Data provided:
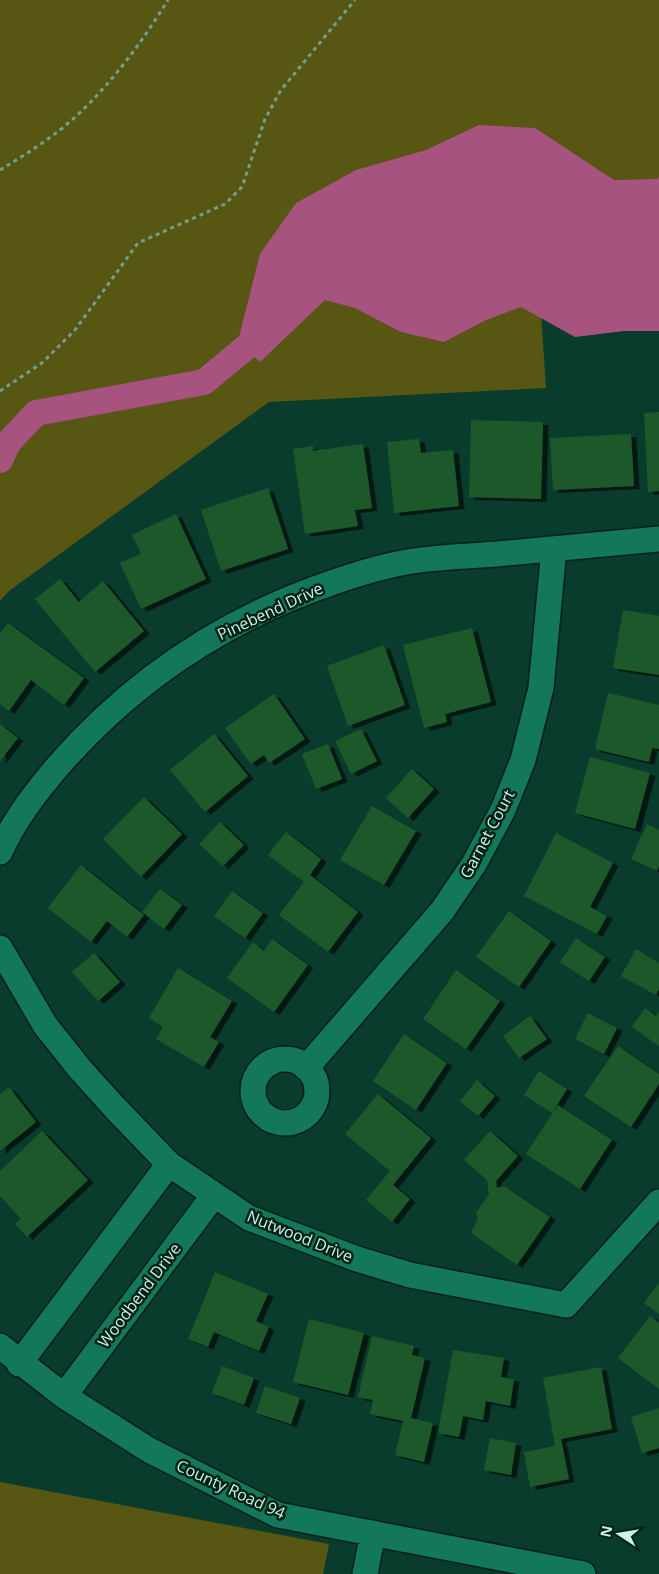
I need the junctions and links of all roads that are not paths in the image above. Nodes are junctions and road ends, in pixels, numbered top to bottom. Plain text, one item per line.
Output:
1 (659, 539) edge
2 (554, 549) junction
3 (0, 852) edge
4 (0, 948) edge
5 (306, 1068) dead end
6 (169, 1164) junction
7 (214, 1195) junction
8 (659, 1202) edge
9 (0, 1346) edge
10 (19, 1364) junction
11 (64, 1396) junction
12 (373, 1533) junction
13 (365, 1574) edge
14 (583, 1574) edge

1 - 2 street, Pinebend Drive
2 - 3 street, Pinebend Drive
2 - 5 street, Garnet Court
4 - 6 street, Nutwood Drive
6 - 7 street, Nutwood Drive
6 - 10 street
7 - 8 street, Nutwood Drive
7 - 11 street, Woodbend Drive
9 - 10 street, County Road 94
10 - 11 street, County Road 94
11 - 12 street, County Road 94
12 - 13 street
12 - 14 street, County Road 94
==
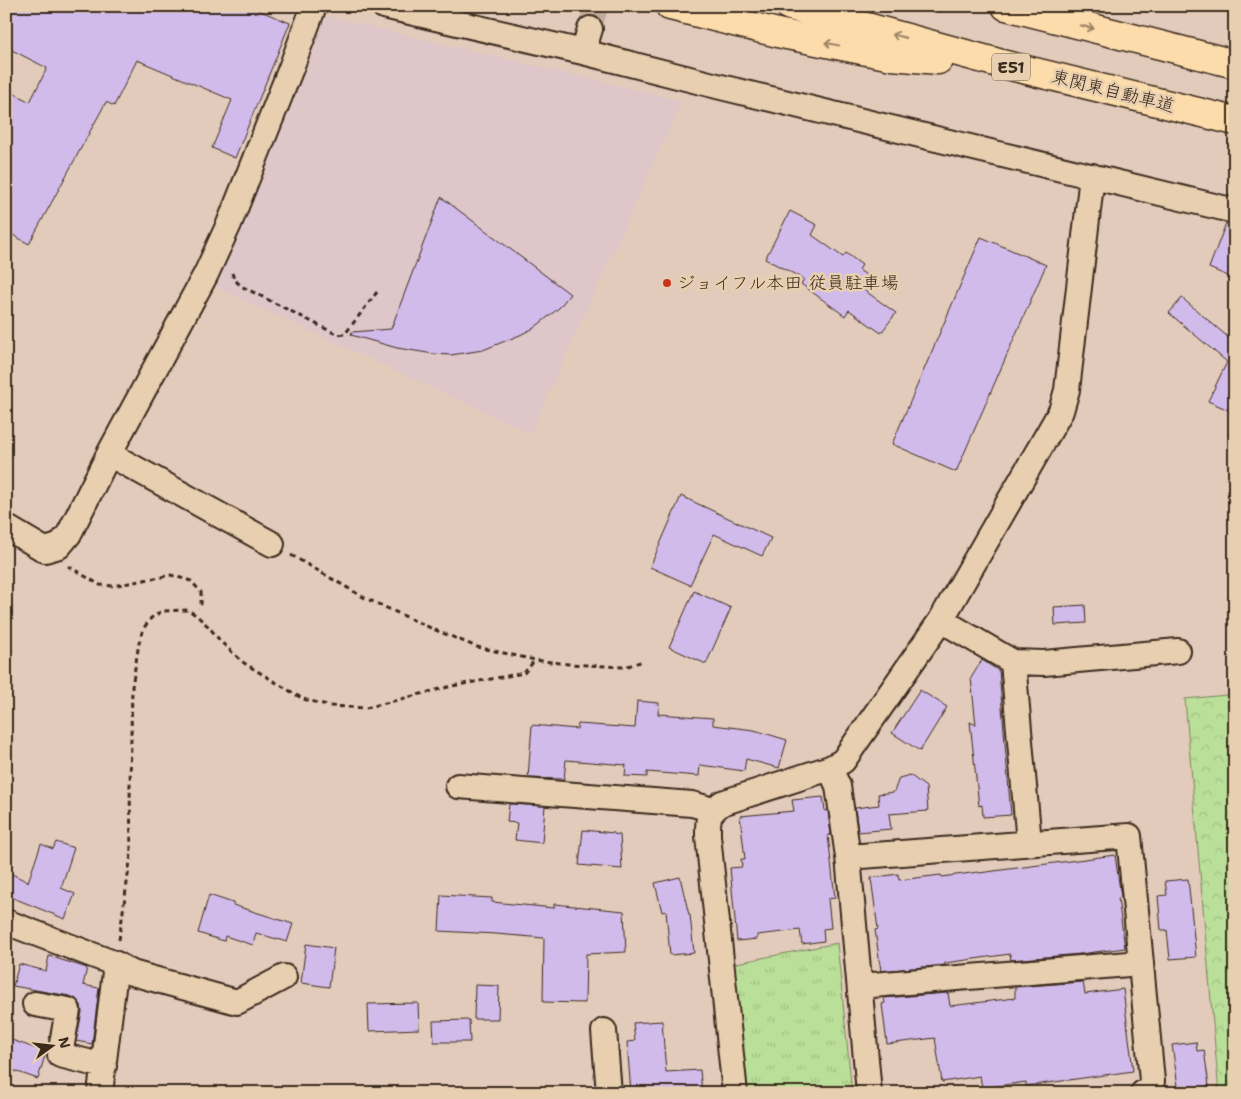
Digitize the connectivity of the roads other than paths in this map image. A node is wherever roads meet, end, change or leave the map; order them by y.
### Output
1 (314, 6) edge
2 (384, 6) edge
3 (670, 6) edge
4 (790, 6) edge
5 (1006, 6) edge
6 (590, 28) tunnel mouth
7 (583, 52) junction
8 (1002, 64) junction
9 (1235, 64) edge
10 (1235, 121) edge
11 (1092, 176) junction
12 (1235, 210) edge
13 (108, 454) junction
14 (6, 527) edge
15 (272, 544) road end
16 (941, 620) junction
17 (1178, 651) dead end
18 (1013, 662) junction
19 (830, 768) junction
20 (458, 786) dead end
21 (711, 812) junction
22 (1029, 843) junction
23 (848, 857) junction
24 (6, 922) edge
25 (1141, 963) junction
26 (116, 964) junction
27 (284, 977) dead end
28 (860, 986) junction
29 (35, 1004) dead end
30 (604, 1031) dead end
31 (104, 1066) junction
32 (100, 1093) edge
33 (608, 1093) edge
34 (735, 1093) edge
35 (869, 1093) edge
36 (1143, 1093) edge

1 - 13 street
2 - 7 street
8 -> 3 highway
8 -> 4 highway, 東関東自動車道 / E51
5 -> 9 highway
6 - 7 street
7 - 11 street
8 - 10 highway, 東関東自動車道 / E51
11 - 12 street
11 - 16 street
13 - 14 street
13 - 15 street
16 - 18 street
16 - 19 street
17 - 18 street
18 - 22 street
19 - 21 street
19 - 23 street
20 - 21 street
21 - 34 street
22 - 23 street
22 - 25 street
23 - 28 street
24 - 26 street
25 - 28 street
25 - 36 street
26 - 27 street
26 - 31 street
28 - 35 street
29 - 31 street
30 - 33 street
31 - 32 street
==
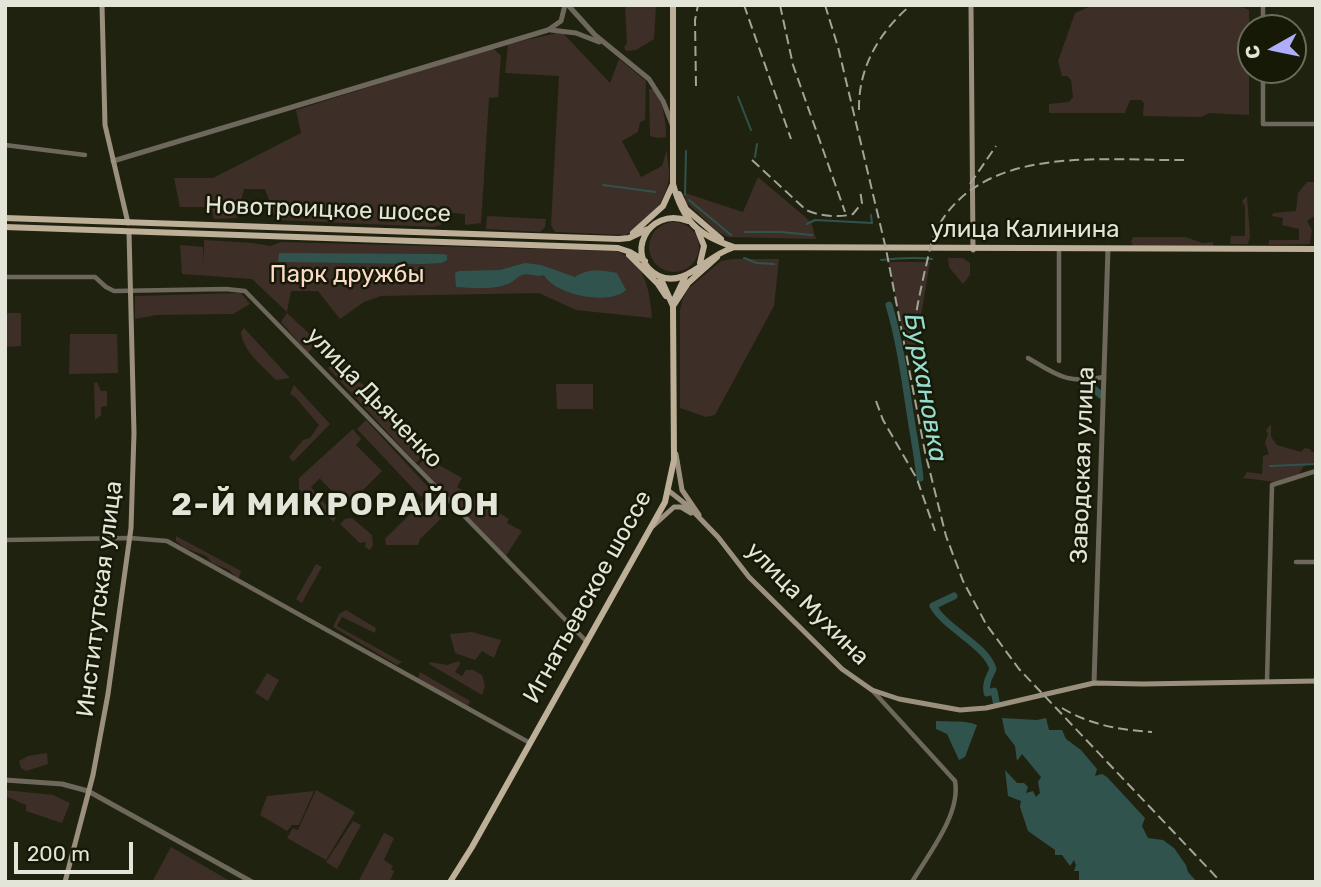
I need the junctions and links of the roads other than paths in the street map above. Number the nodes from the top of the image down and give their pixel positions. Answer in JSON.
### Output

To do: From the material above, copy every line where the word "need" is found.

Solution:
I need the junctions and links of all roads that are not paths in the image above. Nodes are junctions and road ends, in pixels, numbered top to bottom. Plain text, one item per line.
I need the junctions and links of the roads other than paths in the street map above. Number the nodes from the top of the image down and give their pixel positions. Answer in JSON.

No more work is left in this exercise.